Seeking bad attitudes

Where are the blogs with posts about homeschool drama? How can homeschool be as sunny as it appears on homeschooling blogs? It seems inevitable that these are some under-reported conflicts in homschooling families:

  • Men who think their wives are too scattered to homeschool but are scared to say so.
  • Moms who are insanely bored teaching addition but the kid can’t learn it on his own.
  • Moms who would rather be at the gym than at piano lessons.

Why don’t we hear about personal drama that must accompany such a huge commitment as homeschooling?

Where are the blogs about homeschool angst, turmoil and failure?
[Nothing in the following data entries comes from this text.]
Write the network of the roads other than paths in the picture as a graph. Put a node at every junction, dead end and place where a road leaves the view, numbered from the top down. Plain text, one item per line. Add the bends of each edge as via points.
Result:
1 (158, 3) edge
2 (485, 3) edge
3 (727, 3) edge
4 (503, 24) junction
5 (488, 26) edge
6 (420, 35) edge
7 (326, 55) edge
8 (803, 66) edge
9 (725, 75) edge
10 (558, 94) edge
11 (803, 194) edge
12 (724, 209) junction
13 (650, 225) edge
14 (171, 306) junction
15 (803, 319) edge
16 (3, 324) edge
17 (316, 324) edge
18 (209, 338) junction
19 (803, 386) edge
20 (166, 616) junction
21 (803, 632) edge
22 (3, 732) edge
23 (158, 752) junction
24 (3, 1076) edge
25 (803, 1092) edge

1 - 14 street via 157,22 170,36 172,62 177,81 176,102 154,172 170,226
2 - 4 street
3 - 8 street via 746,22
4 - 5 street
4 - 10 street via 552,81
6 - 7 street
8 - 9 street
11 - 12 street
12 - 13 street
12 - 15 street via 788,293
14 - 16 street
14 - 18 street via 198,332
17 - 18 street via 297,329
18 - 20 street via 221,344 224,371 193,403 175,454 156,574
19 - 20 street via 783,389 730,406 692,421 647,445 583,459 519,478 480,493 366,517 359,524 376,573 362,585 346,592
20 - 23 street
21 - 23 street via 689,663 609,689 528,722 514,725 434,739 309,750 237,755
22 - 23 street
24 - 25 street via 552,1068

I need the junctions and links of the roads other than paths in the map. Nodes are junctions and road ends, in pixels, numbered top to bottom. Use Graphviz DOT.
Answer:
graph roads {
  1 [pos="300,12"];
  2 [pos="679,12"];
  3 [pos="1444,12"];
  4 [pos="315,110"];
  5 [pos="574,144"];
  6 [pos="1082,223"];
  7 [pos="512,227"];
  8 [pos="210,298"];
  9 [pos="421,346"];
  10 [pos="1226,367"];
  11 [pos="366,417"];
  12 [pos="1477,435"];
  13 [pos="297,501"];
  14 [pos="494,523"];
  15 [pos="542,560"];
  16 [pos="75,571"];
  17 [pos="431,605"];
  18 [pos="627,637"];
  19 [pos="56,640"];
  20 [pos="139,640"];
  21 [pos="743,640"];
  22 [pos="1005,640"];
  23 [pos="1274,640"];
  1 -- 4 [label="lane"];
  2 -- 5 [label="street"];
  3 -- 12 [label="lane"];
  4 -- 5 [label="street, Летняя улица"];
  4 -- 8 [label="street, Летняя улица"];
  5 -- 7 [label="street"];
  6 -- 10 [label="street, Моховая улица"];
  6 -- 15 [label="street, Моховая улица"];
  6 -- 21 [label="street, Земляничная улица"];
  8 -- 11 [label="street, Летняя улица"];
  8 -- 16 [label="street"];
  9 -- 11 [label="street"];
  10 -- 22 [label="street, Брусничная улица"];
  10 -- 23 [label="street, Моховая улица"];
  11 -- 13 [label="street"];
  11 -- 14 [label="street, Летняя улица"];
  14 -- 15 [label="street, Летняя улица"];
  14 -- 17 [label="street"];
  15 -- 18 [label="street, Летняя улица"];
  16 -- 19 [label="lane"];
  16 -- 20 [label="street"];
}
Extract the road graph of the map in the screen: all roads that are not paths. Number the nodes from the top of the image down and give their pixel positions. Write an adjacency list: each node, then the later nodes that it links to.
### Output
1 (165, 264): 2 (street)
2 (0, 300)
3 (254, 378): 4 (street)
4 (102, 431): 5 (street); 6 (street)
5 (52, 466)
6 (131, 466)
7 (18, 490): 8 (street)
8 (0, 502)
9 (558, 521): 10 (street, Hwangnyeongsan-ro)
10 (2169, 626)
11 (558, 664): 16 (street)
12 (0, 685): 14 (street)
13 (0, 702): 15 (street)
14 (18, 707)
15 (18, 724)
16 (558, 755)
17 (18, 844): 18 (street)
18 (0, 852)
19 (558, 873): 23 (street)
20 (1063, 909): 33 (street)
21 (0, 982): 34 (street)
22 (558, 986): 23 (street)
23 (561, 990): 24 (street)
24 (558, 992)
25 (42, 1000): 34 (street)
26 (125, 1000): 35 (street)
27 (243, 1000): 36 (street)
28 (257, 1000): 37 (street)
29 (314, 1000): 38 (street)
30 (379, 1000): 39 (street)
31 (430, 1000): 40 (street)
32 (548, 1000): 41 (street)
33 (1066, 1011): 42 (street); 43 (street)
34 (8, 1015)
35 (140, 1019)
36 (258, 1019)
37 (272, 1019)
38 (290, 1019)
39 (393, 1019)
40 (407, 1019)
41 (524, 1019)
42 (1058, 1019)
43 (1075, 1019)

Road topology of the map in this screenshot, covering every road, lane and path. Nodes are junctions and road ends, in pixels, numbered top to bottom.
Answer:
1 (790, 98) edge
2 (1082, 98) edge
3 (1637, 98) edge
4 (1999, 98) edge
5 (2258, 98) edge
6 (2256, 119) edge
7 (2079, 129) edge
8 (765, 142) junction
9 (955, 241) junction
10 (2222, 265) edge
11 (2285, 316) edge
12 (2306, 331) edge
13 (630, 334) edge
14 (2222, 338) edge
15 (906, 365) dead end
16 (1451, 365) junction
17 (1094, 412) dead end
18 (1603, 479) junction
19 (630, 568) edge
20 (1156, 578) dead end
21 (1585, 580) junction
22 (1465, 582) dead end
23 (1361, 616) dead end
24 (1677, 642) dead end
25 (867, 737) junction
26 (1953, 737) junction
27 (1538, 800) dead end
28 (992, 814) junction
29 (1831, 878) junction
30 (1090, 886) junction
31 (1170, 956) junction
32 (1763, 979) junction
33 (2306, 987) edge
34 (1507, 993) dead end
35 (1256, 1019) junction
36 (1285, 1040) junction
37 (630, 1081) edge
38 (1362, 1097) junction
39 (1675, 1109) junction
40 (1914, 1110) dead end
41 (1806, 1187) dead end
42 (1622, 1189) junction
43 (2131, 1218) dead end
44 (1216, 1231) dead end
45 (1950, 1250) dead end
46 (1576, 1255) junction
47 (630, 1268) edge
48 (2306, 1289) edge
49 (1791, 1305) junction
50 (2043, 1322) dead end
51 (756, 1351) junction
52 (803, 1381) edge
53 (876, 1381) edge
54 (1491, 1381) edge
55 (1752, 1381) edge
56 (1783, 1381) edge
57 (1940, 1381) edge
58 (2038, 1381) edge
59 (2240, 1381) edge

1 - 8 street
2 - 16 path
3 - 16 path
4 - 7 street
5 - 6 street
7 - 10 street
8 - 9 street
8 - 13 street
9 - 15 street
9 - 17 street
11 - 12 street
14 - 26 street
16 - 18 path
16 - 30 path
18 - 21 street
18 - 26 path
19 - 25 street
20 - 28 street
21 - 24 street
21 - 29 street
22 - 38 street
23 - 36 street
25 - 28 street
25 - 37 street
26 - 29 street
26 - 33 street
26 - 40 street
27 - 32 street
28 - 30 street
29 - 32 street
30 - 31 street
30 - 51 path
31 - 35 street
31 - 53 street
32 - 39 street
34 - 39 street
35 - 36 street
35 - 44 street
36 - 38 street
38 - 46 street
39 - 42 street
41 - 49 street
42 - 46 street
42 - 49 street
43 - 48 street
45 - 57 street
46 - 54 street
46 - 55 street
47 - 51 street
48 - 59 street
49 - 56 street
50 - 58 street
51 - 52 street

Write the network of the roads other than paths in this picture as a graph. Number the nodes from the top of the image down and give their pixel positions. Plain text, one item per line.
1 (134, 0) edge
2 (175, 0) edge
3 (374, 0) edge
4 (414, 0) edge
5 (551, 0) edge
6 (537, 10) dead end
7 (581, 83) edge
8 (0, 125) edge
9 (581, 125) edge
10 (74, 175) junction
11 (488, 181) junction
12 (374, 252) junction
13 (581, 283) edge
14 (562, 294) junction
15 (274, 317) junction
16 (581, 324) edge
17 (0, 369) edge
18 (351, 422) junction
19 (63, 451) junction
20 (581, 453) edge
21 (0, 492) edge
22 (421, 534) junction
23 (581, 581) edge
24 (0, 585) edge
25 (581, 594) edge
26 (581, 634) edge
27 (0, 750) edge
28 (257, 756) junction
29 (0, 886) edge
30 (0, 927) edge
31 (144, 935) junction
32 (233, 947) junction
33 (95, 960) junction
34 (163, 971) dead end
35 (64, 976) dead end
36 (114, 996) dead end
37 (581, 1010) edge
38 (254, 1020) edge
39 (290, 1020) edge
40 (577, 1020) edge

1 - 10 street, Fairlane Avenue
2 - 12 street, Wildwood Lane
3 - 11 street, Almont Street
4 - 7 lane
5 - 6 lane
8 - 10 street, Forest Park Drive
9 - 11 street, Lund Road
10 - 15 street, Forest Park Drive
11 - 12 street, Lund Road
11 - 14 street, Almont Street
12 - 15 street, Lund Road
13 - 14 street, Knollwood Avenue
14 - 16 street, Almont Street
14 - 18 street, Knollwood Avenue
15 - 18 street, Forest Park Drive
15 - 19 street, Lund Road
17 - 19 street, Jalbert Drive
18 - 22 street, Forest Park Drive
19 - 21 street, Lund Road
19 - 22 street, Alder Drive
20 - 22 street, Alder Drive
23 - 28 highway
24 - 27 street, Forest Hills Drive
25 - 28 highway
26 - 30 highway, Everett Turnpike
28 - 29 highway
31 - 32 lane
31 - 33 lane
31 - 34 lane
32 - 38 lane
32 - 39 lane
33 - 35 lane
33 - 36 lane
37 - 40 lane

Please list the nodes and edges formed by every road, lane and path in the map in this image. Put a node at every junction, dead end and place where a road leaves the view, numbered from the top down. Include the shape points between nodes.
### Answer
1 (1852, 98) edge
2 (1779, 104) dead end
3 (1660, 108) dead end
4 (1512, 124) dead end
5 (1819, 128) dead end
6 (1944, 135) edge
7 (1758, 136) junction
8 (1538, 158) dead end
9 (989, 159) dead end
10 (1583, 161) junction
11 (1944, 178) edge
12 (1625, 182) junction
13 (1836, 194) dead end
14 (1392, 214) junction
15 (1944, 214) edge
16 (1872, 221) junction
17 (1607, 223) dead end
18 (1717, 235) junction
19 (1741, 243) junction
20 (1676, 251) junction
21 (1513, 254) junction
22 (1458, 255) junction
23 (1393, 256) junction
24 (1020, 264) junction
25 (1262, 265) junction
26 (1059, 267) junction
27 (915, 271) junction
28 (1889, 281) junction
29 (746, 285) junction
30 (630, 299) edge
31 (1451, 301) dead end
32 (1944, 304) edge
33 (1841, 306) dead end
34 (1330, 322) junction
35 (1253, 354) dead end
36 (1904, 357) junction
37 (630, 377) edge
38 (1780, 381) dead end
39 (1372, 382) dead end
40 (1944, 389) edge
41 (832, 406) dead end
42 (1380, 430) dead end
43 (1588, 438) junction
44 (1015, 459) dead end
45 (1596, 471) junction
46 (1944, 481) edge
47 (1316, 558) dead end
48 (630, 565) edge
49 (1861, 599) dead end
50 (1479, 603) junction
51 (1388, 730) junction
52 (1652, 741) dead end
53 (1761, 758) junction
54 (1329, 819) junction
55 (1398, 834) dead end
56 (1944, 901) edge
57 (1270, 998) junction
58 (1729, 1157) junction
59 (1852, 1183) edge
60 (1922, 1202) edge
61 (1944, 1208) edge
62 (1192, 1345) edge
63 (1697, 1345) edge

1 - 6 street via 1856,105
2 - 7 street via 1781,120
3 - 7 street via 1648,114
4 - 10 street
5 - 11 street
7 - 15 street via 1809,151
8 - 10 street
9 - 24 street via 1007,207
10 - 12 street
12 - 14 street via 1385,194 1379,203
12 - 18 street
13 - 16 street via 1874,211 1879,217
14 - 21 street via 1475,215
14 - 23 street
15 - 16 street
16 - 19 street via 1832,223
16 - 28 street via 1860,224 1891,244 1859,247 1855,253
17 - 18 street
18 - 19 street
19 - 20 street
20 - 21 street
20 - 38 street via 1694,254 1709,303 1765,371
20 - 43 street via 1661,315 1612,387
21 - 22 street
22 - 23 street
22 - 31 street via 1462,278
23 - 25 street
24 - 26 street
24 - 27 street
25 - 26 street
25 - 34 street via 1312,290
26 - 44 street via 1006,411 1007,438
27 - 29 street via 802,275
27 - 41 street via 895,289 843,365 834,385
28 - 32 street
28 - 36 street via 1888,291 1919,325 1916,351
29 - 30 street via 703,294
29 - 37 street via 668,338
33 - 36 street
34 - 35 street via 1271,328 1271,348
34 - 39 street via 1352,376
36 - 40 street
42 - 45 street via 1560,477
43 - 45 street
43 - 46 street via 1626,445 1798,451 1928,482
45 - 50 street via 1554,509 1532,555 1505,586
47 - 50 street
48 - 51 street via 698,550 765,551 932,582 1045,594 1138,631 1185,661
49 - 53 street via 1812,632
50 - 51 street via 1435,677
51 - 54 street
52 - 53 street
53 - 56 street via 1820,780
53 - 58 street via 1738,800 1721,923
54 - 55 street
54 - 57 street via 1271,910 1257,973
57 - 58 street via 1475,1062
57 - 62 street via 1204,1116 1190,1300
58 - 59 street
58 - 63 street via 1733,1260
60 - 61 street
Or maybe there is just a general gap in honest writing like that because social media overemphasizes happiness.

16 replies
  1. Karen
    Karen says:

    Talking about homeschooling failures is kind of taboo because of a general sense of not wanting to give those who think that we are ruining our kid’s futures any more ammo. A lot of us already feel defensive about the fact that we are constantly having to justify what we are doing to a bunch of ignorant busybodies who really need to mind their own business. The conversations between mom’s in a homeschooling group are completely different. We freely share our failures and try and help each other craft solutions to specific problems. It is much easier to talk about these things with someone who understands and can sympathize and not judge.

    • Caroline
      Caroline says:

      I feel exactly the same pressure not to disclose my failures publicly (unless I’m talking to another homeschool parent in search of sympathy or answers).

  2. Penelope Trunk
    Penelope Trunk says:

    This makes a lot of sense, Karen. I think a sign that homeschooling has gone mainstream is when parents can talk about failures and mishaps in public.


  3. Sarah
    Sarah says:

    I don’t try to sugarcoat my blog, but I guess I tend to write mostly about the good times because those are the ones I want to remember. I also have a supportive husband and hate the gym. I do very little teaching, the kids learn by doing and that’s a lot easier to deal with on a daily basis.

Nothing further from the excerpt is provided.